Sessions will be held during the evenings of Monday, Feb. 20 through Thursday, Feb. 23 in the Charles Benson Bear `39 Recreation and Athletic Center multipurpose dance studio. The sessions are open to students, but anyone can attend and observe. 

Two ALICE active threat sessions were held on Feb. 16 in HSSC S1325, and a third session will be held on Monday, Feb. 27 at 5 p.m. in the Humanities and Social Studies Center room S1325. Future session dates will be announced in the campus memo, according to Heather Cox, director of emergency management and risk mitigation. 

ALICE stands for “Alert, Lockdown, Inform, Counter and Evacuate — the components of a proactive, options-based strategy for active threat response,” per Grinnell College Emergency Management in an email sent in February. Sergeant Benjamin Smith, a member of the Grinnell Police Department, was the instructor for the sessions. 

“The ALICE trainings are not in response to the racist incidents on campus or the BSU demands, but rather the culmination of a long-term effort to provide active threat training, which was fast-tracked by the recent false ‘active intruder’ alarm in the HSSC,” Cox said in an email to the S&B, referencing the alarm that was triggered in November 2022.

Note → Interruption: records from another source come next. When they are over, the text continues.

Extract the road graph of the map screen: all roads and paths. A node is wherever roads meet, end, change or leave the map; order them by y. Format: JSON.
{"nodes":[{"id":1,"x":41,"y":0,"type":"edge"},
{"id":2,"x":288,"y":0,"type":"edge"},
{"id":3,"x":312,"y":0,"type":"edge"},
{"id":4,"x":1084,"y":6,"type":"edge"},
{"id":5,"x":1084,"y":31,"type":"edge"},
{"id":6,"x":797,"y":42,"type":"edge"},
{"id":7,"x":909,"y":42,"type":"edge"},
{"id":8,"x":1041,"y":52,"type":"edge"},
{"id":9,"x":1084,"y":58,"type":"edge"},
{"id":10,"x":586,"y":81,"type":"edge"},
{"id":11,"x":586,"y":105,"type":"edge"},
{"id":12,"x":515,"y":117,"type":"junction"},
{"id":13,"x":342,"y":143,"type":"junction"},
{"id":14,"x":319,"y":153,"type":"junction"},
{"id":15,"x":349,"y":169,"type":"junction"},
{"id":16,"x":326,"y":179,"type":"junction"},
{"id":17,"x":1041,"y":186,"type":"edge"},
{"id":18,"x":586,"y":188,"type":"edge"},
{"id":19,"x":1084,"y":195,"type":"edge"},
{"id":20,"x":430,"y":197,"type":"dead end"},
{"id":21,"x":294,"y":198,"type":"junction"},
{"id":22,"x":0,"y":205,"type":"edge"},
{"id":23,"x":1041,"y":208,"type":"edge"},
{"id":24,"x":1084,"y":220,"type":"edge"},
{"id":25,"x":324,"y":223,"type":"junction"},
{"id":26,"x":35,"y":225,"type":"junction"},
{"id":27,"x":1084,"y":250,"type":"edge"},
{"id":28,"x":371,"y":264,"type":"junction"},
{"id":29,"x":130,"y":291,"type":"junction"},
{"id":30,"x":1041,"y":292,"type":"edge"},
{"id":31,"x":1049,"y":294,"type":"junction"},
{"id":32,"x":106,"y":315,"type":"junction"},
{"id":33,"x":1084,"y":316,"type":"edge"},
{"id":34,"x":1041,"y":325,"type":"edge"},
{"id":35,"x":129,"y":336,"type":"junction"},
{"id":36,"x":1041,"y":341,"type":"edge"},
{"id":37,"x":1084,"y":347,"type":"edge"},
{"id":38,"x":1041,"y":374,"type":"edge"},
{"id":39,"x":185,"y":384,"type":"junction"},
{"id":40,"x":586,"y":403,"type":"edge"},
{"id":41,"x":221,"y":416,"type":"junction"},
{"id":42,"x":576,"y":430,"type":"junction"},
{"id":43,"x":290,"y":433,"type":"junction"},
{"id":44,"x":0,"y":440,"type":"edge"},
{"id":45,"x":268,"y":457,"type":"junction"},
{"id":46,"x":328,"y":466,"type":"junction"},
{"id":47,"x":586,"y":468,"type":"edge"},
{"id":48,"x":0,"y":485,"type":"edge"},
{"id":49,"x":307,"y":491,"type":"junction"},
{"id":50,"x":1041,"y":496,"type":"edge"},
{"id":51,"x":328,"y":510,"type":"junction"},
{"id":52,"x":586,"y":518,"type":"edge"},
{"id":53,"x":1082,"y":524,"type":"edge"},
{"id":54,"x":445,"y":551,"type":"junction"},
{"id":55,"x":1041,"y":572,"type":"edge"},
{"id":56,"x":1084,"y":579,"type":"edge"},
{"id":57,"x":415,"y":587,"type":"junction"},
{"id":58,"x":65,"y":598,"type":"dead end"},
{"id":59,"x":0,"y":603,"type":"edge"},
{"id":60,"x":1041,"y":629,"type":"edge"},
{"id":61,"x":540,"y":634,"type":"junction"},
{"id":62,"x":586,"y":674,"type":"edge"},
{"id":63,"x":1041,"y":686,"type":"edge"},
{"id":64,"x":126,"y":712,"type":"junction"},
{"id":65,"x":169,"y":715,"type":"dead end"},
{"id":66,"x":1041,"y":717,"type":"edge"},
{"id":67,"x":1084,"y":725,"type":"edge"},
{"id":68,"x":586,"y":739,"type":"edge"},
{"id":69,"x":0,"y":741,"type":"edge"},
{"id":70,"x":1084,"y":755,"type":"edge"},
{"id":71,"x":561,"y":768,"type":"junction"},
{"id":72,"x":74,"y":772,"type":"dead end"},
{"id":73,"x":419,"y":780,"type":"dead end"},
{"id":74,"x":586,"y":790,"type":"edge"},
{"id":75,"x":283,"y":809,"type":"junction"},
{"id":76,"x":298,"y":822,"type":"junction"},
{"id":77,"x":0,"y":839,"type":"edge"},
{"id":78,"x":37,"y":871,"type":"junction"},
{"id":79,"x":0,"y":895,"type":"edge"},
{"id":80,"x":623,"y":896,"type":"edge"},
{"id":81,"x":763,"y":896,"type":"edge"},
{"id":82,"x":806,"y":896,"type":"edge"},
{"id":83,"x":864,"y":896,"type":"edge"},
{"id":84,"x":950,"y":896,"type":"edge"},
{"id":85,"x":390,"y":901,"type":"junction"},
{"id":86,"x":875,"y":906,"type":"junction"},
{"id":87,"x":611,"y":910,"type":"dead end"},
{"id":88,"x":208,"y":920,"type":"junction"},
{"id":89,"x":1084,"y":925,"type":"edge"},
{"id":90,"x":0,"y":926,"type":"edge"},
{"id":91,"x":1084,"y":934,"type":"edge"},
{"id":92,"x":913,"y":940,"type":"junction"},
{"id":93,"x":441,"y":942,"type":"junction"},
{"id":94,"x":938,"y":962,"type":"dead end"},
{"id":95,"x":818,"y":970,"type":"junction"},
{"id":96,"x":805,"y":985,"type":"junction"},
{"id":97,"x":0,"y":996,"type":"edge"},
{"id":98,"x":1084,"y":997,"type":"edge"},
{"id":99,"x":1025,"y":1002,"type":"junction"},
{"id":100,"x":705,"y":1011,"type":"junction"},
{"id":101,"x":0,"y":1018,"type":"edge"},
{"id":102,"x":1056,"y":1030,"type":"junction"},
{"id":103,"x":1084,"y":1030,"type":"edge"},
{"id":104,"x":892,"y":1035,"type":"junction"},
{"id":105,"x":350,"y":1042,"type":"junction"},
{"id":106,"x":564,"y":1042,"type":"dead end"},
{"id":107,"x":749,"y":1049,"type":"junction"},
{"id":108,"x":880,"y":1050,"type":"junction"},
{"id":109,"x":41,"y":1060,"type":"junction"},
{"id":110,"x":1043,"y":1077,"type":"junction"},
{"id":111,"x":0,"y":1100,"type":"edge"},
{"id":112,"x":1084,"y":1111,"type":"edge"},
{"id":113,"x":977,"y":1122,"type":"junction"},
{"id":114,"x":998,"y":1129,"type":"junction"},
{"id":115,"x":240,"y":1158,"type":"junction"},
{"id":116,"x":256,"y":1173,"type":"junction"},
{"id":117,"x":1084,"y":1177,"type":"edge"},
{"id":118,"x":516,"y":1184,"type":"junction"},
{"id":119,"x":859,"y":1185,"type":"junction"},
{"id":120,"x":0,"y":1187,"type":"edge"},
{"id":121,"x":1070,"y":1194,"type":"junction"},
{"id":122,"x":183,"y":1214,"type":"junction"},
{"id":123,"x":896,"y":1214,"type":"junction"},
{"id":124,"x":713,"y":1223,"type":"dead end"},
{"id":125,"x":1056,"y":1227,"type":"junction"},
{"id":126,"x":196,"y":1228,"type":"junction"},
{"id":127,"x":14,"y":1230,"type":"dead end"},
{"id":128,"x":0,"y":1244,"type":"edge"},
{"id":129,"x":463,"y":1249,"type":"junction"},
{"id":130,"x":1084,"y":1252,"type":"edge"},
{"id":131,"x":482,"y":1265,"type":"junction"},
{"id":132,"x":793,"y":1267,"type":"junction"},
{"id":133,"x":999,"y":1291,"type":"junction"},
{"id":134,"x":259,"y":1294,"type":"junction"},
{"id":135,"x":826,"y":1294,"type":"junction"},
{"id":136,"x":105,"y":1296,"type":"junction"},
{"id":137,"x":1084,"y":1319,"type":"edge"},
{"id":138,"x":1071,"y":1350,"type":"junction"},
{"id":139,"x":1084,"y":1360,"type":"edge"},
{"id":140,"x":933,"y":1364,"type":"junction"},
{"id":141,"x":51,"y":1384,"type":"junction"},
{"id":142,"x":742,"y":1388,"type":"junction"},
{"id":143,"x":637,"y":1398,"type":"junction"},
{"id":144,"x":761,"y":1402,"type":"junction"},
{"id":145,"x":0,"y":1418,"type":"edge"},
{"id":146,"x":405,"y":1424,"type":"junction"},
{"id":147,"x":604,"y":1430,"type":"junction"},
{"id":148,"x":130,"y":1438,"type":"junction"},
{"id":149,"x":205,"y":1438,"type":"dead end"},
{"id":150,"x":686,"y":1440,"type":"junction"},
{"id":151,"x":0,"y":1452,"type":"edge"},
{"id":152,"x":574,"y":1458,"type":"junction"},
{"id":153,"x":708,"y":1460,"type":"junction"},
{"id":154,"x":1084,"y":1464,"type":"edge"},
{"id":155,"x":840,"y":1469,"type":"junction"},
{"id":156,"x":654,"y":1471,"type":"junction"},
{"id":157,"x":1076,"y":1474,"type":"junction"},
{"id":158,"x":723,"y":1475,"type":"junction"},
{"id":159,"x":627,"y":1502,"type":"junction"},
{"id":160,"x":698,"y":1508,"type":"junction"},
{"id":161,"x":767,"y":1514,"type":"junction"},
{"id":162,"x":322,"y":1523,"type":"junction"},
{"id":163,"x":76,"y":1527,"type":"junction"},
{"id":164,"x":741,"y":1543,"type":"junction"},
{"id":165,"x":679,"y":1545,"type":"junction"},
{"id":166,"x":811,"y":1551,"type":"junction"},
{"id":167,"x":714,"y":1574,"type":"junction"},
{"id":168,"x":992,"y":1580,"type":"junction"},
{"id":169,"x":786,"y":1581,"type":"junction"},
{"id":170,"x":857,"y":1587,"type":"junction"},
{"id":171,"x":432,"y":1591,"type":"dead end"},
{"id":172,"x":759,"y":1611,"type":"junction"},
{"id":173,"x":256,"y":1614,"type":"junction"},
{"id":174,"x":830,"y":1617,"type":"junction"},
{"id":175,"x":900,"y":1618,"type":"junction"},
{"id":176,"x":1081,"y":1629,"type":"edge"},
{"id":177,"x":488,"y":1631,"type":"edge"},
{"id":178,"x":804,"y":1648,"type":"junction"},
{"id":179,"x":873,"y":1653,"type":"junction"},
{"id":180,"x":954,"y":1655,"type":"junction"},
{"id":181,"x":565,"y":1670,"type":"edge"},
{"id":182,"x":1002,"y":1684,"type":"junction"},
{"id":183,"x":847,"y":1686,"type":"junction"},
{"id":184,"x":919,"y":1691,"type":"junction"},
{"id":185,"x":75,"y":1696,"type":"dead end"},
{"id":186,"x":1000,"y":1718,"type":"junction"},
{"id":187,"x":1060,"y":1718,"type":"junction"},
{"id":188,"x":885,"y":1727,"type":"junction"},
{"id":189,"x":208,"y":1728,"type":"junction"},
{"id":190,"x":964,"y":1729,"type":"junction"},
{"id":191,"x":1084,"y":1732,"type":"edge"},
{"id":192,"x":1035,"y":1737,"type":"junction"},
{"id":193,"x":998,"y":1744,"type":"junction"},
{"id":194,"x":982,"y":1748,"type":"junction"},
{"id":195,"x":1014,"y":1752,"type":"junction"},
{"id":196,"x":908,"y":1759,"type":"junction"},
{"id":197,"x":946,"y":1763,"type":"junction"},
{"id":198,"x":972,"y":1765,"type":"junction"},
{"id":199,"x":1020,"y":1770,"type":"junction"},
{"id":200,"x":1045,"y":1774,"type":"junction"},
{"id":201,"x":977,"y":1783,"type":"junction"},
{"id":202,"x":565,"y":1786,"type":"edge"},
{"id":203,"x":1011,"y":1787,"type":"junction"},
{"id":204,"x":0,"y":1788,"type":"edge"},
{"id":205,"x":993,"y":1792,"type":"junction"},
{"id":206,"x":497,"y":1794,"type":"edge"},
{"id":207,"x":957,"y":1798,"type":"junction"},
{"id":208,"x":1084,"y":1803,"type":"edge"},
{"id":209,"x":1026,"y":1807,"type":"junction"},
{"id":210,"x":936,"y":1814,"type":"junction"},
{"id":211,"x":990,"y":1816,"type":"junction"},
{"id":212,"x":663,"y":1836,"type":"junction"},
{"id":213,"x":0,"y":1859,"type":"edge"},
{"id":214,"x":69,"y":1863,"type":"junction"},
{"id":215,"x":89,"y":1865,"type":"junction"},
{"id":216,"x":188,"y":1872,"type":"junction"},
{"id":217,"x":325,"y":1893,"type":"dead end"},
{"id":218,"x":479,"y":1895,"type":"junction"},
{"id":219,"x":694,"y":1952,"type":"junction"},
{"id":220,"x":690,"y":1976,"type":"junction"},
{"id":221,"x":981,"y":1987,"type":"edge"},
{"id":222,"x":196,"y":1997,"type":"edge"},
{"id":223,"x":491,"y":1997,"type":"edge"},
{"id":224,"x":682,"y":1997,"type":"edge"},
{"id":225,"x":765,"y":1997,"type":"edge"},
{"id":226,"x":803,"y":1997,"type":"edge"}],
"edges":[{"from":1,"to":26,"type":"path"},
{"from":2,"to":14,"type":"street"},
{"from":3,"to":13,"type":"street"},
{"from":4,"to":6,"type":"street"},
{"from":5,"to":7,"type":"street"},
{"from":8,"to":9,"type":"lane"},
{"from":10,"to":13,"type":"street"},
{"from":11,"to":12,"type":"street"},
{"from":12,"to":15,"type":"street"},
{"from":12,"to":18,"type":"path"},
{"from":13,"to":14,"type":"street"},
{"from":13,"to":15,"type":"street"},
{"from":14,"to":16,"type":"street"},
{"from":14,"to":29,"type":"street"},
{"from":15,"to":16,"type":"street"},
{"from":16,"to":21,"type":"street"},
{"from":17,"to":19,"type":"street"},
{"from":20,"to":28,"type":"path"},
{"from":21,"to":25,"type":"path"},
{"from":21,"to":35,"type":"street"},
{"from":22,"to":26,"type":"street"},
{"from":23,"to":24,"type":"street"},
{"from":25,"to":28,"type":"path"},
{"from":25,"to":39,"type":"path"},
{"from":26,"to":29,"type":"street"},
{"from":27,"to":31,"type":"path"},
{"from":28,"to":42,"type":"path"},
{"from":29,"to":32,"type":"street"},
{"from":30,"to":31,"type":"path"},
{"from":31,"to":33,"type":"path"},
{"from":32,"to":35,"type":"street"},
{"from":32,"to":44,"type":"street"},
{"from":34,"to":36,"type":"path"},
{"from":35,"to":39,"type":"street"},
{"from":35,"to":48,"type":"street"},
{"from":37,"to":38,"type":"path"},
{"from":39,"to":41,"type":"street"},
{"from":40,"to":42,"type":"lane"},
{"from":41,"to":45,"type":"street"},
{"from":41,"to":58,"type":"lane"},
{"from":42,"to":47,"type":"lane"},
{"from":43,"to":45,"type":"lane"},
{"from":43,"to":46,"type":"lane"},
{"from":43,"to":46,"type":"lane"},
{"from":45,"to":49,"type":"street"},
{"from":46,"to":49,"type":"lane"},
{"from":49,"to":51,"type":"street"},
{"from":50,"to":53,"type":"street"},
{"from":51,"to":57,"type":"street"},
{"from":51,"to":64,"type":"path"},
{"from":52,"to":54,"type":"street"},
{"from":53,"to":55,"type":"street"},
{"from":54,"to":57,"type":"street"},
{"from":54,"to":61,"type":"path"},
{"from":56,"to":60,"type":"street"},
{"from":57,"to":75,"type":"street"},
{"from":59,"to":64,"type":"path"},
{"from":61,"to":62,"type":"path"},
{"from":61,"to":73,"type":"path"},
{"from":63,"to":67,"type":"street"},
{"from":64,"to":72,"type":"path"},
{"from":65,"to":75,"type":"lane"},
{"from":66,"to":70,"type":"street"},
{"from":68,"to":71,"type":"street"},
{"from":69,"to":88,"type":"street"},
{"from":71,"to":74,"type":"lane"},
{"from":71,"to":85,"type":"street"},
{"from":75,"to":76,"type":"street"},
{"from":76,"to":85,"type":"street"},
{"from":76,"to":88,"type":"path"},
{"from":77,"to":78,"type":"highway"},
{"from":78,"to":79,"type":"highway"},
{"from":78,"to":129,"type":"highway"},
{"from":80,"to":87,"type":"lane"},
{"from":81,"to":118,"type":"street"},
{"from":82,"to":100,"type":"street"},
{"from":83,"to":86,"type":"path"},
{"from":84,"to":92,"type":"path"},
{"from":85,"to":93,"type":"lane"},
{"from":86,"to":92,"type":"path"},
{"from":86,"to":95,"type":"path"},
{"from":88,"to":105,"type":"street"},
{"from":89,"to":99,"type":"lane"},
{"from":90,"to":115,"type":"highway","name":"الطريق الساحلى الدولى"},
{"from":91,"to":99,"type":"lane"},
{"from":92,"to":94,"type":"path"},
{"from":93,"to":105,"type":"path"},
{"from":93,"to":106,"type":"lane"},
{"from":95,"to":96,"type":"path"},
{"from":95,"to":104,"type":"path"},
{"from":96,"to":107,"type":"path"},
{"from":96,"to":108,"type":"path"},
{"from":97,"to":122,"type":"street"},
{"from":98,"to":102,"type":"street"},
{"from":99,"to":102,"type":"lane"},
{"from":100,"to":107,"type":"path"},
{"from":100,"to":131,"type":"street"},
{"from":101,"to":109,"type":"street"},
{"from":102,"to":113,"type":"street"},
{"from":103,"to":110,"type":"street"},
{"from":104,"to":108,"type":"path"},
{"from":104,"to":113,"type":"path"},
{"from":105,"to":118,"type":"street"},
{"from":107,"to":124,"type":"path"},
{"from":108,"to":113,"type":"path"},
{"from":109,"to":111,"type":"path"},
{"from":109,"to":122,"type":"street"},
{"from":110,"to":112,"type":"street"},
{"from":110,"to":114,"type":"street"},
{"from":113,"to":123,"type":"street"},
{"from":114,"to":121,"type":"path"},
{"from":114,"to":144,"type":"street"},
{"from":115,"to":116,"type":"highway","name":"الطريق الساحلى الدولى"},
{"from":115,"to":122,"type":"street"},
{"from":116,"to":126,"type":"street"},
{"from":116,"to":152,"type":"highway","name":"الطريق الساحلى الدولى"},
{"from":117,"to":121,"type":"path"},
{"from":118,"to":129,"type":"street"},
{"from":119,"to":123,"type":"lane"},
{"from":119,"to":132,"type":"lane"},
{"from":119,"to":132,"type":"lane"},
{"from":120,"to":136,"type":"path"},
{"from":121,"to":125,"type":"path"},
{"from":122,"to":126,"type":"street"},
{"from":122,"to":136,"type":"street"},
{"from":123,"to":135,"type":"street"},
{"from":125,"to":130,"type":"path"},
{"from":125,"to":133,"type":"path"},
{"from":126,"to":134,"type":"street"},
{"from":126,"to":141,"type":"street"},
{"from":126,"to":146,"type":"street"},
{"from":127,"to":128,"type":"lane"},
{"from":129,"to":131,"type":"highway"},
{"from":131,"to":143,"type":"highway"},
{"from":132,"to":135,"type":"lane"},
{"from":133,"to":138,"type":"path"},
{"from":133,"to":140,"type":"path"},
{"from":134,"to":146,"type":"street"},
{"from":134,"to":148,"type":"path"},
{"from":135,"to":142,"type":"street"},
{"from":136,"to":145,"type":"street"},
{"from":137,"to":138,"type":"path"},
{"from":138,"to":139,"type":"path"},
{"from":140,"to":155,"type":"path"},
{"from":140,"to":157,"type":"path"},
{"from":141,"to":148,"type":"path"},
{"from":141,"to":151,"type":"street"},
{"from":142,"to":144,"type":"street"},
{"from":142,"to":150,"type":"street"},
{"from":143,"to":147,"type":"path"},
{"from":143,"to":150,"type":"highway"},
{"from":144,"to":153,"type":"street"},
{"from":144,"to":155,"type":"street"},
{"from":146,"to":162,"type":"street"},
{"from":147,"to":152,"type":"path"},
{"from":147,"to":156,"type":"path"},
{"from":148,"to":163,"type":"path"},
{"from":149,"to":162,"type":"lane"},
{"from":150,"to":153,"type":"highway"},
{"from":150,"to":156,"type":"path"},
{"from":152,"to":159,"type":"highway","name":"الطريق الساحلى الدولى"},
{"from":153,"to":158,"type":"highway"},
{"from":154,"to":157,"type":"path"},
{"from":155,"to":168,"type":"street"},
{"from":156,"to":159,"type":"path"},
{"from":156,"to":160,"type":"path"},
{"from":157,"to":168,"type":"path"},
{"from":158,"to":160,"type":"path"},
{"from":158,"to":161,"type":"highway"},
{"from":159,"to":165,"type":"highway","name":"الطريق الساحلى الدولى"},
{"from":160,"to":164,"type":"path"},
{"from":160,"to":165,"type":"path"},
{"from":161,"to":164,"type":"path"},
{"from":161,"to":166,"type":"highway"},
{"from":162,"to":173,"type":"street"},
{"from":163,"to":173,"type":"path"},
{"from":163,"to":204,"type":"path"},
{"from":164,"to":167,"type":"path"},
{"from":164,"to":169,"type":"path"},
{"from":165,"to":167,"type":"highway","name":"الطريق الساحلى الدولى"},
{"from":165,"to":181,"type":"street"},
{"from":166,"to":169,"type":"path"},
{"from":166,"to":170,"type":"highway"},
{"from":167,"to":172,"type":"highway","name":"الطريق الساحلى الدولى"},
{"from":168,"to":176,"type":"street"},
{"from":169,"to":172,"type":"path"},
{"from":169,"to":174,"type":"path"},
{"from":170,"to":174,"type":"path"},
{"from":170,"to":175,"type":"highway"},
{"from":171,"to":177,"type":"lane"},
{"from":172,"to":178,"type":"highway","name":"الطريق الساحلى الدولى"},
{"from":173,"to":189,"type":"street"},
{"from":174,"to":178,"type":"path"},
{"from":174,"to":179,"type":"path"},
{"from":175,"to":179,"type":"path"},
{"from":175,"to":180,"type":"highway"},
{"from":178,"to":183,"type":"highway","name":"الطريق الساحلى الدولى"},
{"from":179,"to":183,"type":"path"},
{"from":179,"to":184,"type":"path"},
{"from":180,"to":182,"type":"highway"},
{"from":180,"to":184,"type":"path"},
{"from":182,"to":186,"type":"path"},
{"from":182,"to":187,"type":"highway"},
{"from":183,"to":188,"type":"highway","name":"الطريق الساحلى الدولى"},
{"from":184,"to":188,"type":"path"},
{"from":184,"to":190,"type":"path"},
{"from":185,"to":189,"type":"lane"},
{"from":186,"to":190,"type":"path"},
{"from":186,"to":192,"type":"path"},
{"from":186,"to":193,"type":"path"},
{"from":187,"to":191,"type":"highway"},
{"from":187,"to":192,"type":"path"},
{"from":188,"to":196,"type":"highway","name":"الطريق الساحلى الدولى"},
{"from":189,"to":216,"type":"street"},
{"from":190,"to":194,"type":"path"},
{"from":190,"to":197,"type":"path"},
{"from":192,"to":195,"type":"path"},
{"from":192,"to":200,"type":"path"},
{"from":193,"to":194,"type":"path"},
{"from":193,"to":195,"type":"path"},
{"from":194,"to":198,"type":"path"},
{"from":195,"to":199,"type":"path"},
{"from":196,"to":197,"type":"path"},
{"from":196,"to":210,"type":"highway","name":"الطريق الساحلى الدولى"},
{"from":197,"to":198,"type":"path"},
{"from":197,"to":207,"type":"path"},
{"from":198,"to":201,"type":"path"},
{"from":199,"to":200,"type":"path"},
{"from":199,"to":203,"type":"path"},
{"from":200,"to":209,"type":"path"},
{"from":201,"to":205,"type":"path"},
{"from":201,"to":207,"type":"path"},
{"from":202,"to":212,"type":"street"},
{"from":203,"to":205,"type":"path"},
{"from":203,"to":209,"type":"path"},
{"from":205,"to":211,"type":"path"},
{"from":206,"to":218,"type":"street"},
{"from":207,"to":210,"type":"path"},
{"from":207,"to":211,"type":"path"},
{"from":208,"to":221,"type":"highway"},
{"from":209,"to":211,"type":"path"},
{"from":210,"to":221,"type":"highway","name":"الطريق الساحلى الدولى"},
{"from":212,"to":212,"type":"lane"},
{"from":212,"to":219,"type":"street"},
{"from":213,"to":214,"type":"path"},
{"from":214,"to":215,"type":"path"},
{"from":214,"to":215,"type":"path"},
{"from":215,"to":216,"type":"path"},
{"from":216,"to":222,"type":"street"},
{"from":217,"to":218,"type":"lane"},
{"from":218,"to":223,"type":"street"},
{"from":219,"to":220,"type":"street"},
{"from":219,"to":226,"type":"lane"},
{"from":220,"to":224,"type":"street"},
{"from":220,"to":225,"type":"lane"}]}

The campus lighting committee has ordered new light poles for Park Street which will arrive in spring 2024, according to Harris. Additional lighting needs are under review.

Three temporary light poles were installed at the intersection of Park and 10th St., East and 8th St. and in the parking lot across from Main Hall following the racist vandalism in 2022, where they are still located.

“While we did say it’s dark around here, we did not mean one big light at the corner,” said Anderson. “We meant the campus. The campus is still pretty dark. We don’t get light until we get down there at the dorm, you know? The lights are performative,” said Anderson.

InformaCast App

In an email sent on Nov. 17, 2022, Grinnell College Emergency Management announced the availability of InformaCast, a mobile app that features a campus alert button. When the button is pressed, Campus Safety can view a user’s location and attempt to call or text you to gather more information. The user can then choose one of three follow-up responses — a need for medical assistance, feeling unsafe and needing help or to report harassment or vandalism occurring. If the button is pressed off campus or out of town, Campus Safety will attempt to contact the user, and if there is no response, will notify the authorities near their location. 

“The alert button can immediately notify a Campus Safety dispatcher of the need for assistance or other issues of concern. The alert button does not replace or supplement 911 and will not notify the police when activated,” Harris wrote in the email sent on Jan. 23, 2023.

Mental Health Resources

Mental health resources at the College specific to minority students are not yet available in-person or on campus. 

“SHAW and ODEI continue to seek out mental health resources tailored to the needs with minoritized identities,” Harris wrote. “The ideas generated by this workshop [Nov. 29 community dialogue] are being compiled, and next steps will be communicated in the spring [of 2023].”

BSU Demands Unanswered

In Oct. 2022, the BSU released 10 demands to Grinnell College. Seven of these demands — legal accountability for hate crimes, required recovery days, paid time off for Black student workers, required emergency town hall meetings with Grinnell residents after incidents of racist harassment or abuse, mentorship resources and a Know Your Rights training camp — have not been addressed by the College.

“I won’t speak for the whole BSU, but I feel as if we are being heard, but nothing is being done about it,” Anderson said. “I just think they have this very big lack of urgency, and that bothers me because I’m Black, and it’s scary to walk back to my dorm from the JRC, and that’s the problem.”

Maure Smith-Benanti, assistant vice president of student affairs and dean of inclusive initiatives, did not respond to a request for comment. Ashley Adams, associate director of student involvement, redirected The S&B to Ellen de Graffenreid, vice president of communications and marketing, who then referred the newspaper to Cox.